As of the 2019–20 school year, the school had an enrollment of 487 students and 24 classroom teachers (on an FTE basis), for a student–teacher ratio of 20:1.

History
Baruch College Campus High School was a vision between Anthony Alvarado, the former superintendent of Community School District 2, and Matthew Goldstein, former president of Baruch College. They wanted to create a small, liberal arts college preparatory high school on a college campus. In 1997, the school was established. Jill Myers was the principal for the first 6 years  in the original location of the school on 18th Street. The school was later moved to 17 Lexington Avenue's upper floors. In 2009, the school moved to 55 East 25th Street between Park Avenue and Madison Avenue, which is near Baruch College of the City University of New York.

Admissions
Admission to BCCHS is based on a screening process whereby the school evaluates and ranks all applicants based on their previous school year's final academic record, standardized test scores, attendance and punctuality.
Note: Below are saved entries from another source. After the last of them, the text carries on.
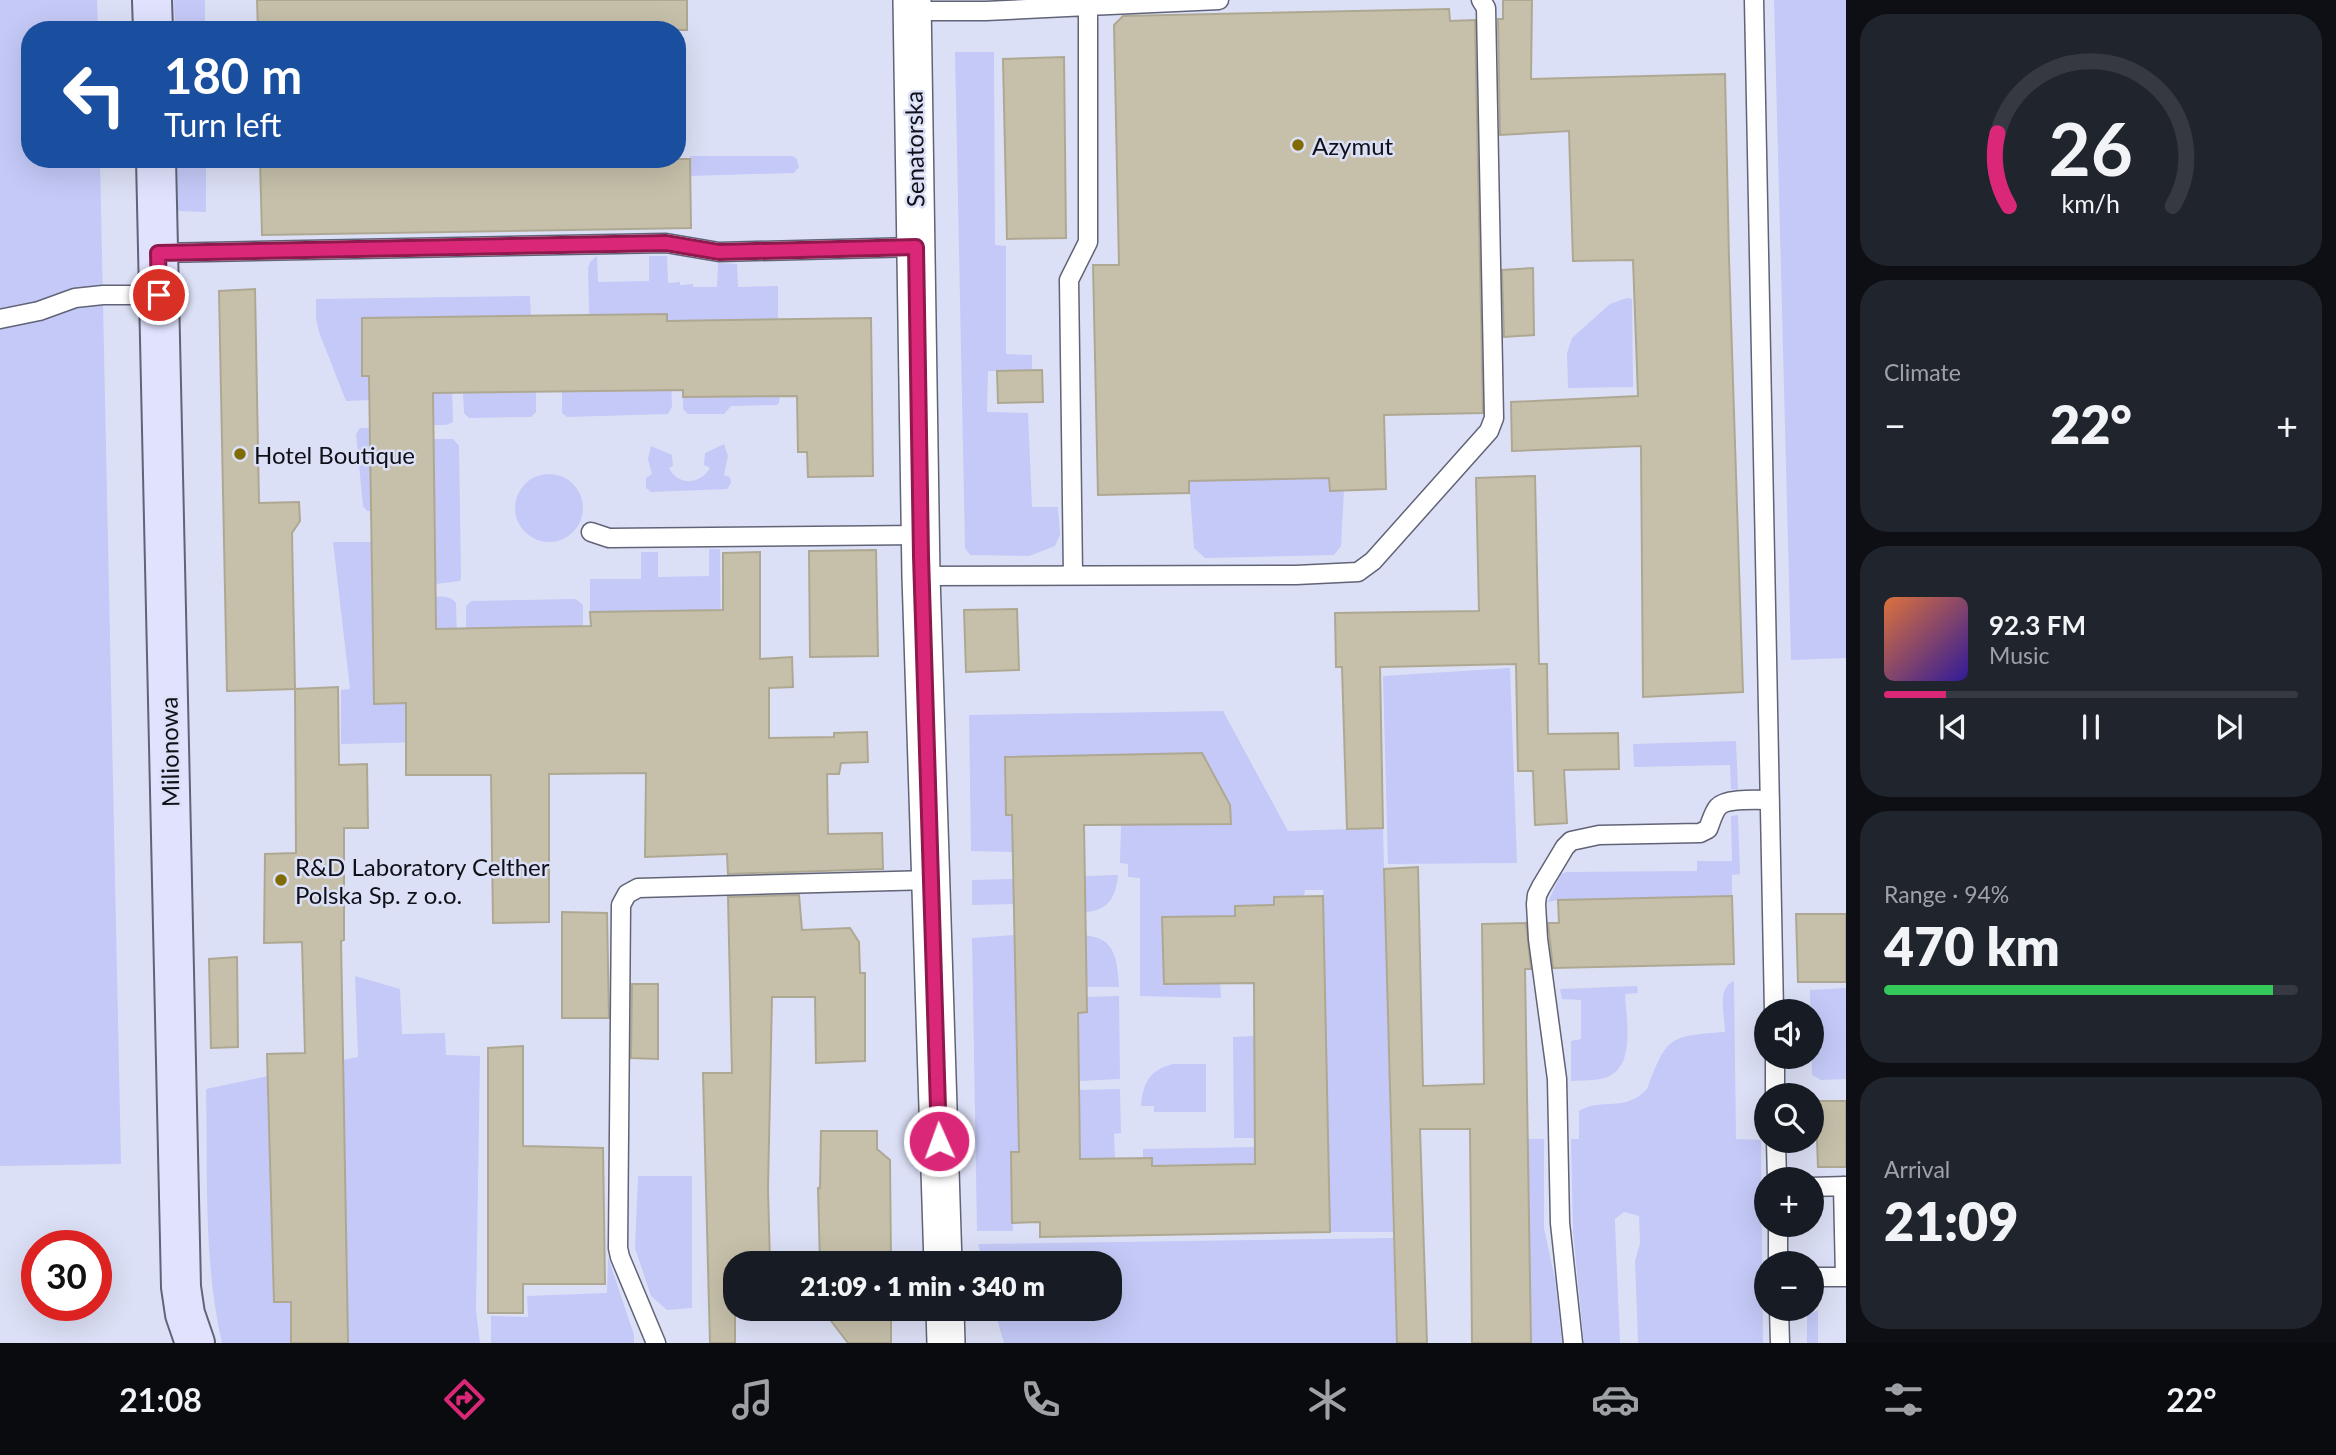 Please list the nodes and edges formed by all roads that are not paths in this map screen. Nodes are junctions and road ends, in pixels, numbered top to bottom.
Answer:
1 (152, 0) edge
2 (1219, 0) edge
3 (1481, 0) edge
4 (1754, 0) edge
5 (912, 6) edge
6 (1088, 6) junction
7 (153, 21) edge
8 (156, 168) edge
9 (916, 247) junction
10 (158, 253) junction
11 (159, 295) junction
12 (0, 319) edge
13 (591, 532) dead end
14 (920, 535) junction
15 (1073, 575) junction
16 (921, 576) junction
17 (1770, 800) junction
18 (931, 880) junction
19 (1774, 999) edge
20 (1844, 1186) edge
21 (1824, 1187) edge
22 (943, 1251) edge
23 (1824, 1277) edge
24 (1846, 1277) edge
25 (945, 1321) edge
26 (1779, 1321) edge
27 (195, 1343) edge
28 (656, 1343) edge
29 (946, 1343) edge
30 (1573, 1343) edge
31 (1780, 1343) edge

1 - 7 street
2 - 6 lane
3 - 15 lane
4 - 17 lane
5 - 6 lane
5 - 9 street, Senatorska
6 - 15 lane
8 - 10 street, Milionowa
9 - 10 lane
9 - 14 street, Senatorska
10 - 11 street, Milionowa
11 - 12 lane
11 - 27 street, Milionowa
13 - 14 lane
14 - 16 street, Senatorska
15 - 16 lane
16 - 18 street, Senatorska
17 - 19 lane
17 - 30 lane
18 - 22 street, Senatorska
18 - 28 lane
20 - 21 lane
20 - 24 lane
23 - 24 lane
25 - 29 street
26 - 31 lane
In 2011, 7,770 students applied to BCCHS, which was the highest number of applications received by any non-specialized high school in the city. Only 105 students were admitted as freshmen.

Students applying for admission to Baruch College Campus High School (BCCHS) must have a minimum average of 85 or above in every class (no lower than 85) and a score of two to four on the New York State ELA and Math exams.  However, due to the large number of applications the school receives each year, they typically admit students that have a GPA in the mid to high 90s and a score of 3 or 4 on the NYS ELA and math exams. Priority is given to students who reside in Manhattan's District 2 or attend a NYCDOE District 2 Middle School, then to all Manhattan residents or students that attend a NYCDOE Manhattan Middle School and then to students who live in other boroughs of New York City. In 2019, BCCHS started to participate in the New York City Diversity In Admissions (DIA) Pilot Program. As part of the DIA program, priority will be given to District 2 students or District 2 residents who are eligible for Free- or Reduced-Priced Lunch status for 34% of seats.

Facilities
The school currently occupies the first five floors of 55 East 25th Street. Facilities include a gymnasium and a computer laboratory. Previously, the school was located at 17 Lexington Avenue on the 10th floor of the old Baruch College building.
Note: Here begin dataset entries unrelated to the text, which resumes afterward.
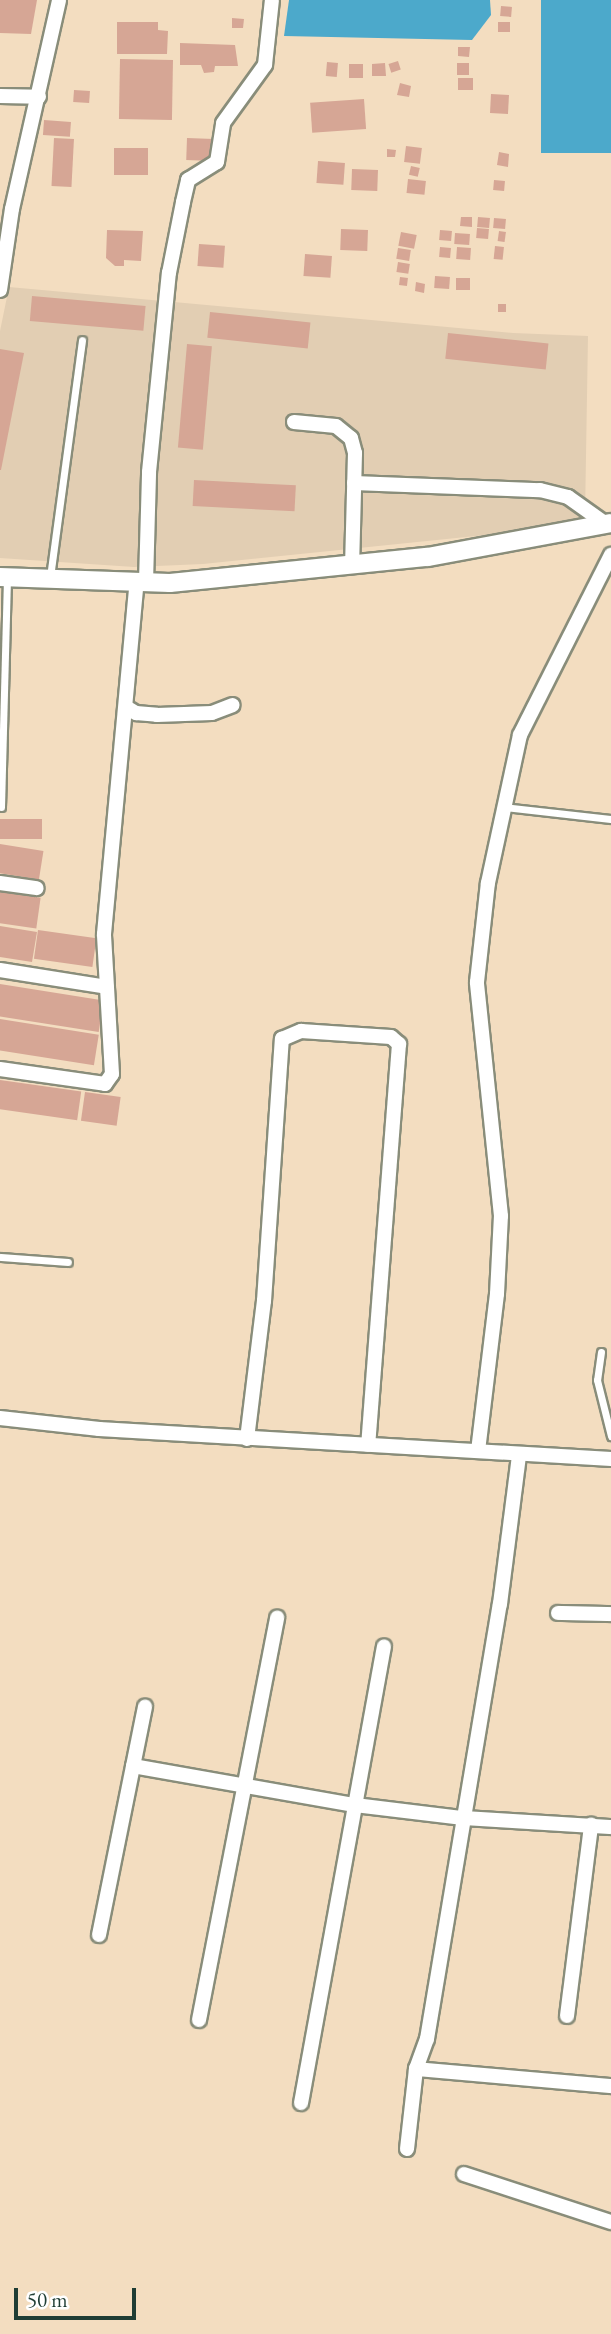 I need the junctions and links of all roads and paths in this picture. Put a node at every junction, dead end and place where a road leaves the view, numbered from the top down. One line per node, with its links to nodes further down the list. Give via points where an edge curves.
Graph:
1 (59, 0): 4 (street)
2 (272, 0): 14 (street, via 265,65 223,123 217,162 188,180 183,202 169,273)
3 (0, 96): 4 (street)
4 (39, 97): 5 (street, via 12,209)
5 (0, 290)
6 (82, 340): 13 (lane)
7 (294, 422): 8 (street, via 336,426 351,438)
8 (354, 483): 9 (street, via 540,490 568,497); 11 (street)
9 (608, 523): 11 (street, via 428,557)
10 (611, 555): 18 (street, via 520,735)
11 (352, 565): 14 (street)
12 (4, 577): 13 (street); 17 (lane)
13 (50, 578): 14 (street)
14 (141, 582): 16 (street)
15 (233, 705): 16 (street, via 212,712 157,715)
16 (126, 707): 23 (street, via 104,934)
17 (1, 807)
18 (503, 807): 19 (lane); 32 (street, via 477,982 501,1216 497,1294)
19 (611, 819)
20 (0, 883): 21 (street)
21 (37, 888)
22 (0, 970): 23 (street)
23 (107, 987): 24 (street, via 110,1081)
24 (0, 1069)
25 (0, 1257): 26 (lane)
26 (68, 1262)
27 (601, 1352): 29 (lane, via 597,1380)
28 (0, 1418): 30 (street)
29 (611, 1436)
30 (247, 1438): 31 (street); 31 (street, via 264,1301 282,1039 300,1031 391,1037 400,1044)
31 (368, 1445): 32 (street)
32 (478, 1451): 33 (street)
33 (519, 1456): 34 (street); 43 (street, via 500,1604)
34 (611, 1459)
35 (558, 1612): 36 (street)
36 (611, 1614)
37 (277, 1617): 41 (street)
38 (384, 1646): 42 (street)
39 (145, 1707): 40 (street)
40 (133, 1766): 41 (street); 46 (street)
41 (244, 1788): 42 (street); 48 (street)
42 (355, 1805): 43 (street); 51 (street)
43 (463, 1818): 44 (street); 49 (street, via 427,2039)
44 (591, 1825): 45 (street); 47 (street)
45 (611, 1827)
46 (99, 1935)
47 (567, 2016)
48 (199, 2020)
49 (416, 2069): 50 (street); 52 (street)
50 (611, 2087)
51 (301, 2103)
52 (407, 2149)
53 (464, 2174): 54 (street)
54 (611, 2222)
Students can use a few of the facilities at Baruch College, such as the Newman Library.

Academics
The required courses are all honors-level courses. Students must earn a grade of 70 or above to pass a course. (Courses set to be implemented in the year of 2017–2018)

Note: All students are required to take the AP exam if enrolled in an AP class.

Students take electives in their junior and senior year. In the past, electives include Psychology, Writing and Film, Math and Space, Computers, Writing, Art and Spontaneity, Drumming, Music, Mythology and Folklore, and Internship.

Students are also offered the opportunity to take selected Baruch College courses free of charge beginning the summer of their junior year. Before a senior graduates, they are expected to complete a thesis on a topic approved by their advisor.

In addition to fulfilling their academic requirements, students are also required to read at least 25 books per year as well as complete 20 hours of community service each academic year.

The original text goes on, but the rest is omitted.